Wie können wir nun kurzfristig den Mangel an Kindergartenplätzen in den Griff bekommen?

Die erste Möglichkeit wäre das Thema Platzsharing, ein bedarfsgerechtes Teilen von Betreuungsplätzen. Angelika Mittmeyer, die als SPD Mitglied für die Kommunalwahl 2021 kandidiert, war jahrelang in der Betreuung der JFK Grundschule. Sie ist der Meinung, dass die Aufklärung über die Funktionsweise hier das Wichtigste sei! Wie sieht dies im Einzelfall aus? Platzsharing wird für die Eltern interessant sein, die entweder nicht arbeiten oder teilzeitbeschäftigt sind und somit stundenweise oder tageweise eine Betreuung benötigen. Hier gibt es unterschiedliche Modelle, gut organisiert ist das eine Möglichkeit, sehr kurzfristig mehr Kinder in einer Gruppe aufzunehmen.

Eine zweite Möglichkeit insbesondere für die U3 Kinder wären zusätzliche Mittel, um mehr Tagesmütter hier im Ort zur Verfügung stellen zu können. Angelika Dahms, Gemeinderatsmitglied und ebenfalls SPD Kandidatin, betont, dass Tagesmütter nur eine temporäre Lösung sind, denn die Kinderbetreuung müsse in kommunaler Hand bleiben.

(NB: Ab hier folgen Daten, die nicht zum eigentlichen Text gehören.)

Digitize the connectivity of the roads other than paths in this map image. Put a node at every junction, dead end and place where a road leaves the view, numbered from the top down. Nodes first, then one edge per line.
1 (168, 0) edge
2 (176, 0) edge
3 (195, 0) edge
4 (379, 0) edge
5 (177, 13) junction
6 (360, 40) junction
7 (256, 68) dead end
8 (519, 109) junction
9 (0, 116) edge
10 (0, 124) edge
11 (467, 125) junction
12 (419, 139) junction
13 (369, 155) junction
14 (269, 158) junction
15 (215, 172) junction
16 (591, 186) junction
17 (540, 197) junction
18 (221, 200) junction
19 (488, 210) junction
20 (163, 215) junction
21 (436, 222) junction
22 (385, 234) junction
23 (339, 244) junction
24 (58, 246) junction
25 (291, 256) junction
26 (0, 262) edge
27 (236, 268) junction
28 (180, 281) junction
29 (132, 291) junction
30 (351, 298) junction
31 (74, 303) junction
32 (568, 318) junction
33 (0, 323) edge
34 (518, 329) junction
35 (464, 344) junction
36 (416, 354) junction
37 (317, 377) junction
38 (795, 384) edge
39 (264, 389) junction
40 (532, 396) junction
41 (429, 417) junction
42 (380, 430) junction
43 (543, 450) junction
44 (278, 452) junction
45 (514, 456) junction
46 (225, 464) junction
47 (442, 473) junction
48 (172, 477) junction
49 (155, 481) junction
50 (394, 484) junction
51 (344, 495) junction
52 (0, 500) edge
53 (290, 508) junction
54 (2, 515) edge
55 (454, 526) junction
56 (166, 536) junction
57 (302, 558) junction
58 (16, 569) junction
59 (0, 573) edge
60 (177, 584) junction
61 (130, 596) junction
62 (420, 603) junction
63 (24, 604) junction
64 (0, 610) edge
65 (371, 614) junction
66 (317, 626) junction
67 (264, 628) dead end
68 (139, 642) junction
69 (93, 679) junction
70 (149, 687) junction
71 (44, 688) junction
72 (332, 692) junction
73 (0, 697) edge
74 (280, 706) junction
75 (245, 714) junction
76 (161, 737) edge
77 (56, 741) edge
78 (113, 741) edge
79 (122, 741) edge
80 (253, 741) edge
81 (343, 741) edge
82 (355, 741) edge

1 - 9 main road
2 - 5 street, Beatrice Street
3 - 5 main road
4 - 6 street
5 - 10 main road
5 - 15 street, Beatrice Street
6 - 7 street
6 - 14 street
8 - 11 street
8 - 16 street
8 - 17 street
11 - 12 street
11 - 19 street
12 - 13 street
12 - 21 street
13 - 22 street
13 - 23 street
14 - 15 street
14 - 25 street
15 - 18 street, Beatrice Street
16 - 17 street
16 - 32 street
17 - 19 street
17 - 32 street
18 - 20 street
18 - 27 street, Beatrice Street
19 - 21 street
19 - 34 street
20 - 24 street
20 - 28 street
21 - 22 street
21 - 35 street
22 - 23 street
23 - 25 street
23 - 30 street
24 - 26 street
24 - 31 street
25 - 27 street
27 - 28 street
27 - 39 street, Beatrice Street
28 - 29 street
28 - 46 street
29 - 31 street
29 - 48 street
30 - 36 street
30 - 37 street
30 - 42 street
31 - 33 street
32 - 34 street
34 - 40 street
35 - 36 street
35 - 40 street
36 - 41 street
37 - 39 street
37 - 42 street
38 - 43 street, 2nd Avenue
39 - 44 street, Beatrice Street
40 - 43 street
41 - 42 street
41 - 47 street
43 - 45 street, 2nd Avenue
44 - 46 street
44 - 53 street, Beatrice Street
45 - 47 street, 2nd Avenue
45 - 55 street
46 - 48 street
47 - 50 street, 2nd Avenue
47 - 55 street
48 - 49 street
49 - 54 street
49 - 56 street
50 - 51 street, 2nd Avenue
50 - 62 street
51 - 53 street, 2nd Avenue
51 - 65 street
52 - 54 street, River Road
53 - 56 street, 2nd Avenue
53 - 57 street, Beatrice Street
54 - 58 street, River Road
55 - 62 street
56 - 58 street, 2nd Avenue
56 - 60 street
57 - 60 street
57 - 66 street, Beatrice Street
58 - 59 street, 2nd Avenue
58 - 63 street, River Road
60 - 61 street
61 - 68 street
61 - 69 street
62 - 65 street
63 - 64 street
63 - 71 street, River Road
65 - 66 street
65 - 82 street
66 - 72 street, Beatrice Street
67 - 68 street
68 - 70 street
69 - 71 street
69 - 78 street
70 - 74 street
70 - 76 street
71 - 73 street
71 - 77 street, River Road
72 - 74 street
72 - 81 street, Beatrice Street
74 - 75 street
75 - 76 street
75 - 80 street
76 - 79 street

Die dritte Möglichkeit wäre die Nutzung von Container. Einige Eltern kennen sie schon von der Aue Schule. Die Qualität dieser Bauten ist mittlerweile wirklich sehr gut und haben nichts mehr mit veralteten Vorstellungen aus den eigenen Erfahrungen zu tun. Damit hätten wir die Möglichkeit, sehr kurzfristig weitere Plätze anzubieten, bis der Bau der neuen Kindergärten fertig ist.

Bei diesen Lösungen steht das Wort „kurzfristig“ im Vordergrund. Sie sind und sollten keine dauerhaften Lösungen sein. Die SPD Münster wird sich, wie in den vergangenen Jahren, weiterhin für einen bedarfsgerechten Ausbau der Kita-Betreuungsplätze einsetzen.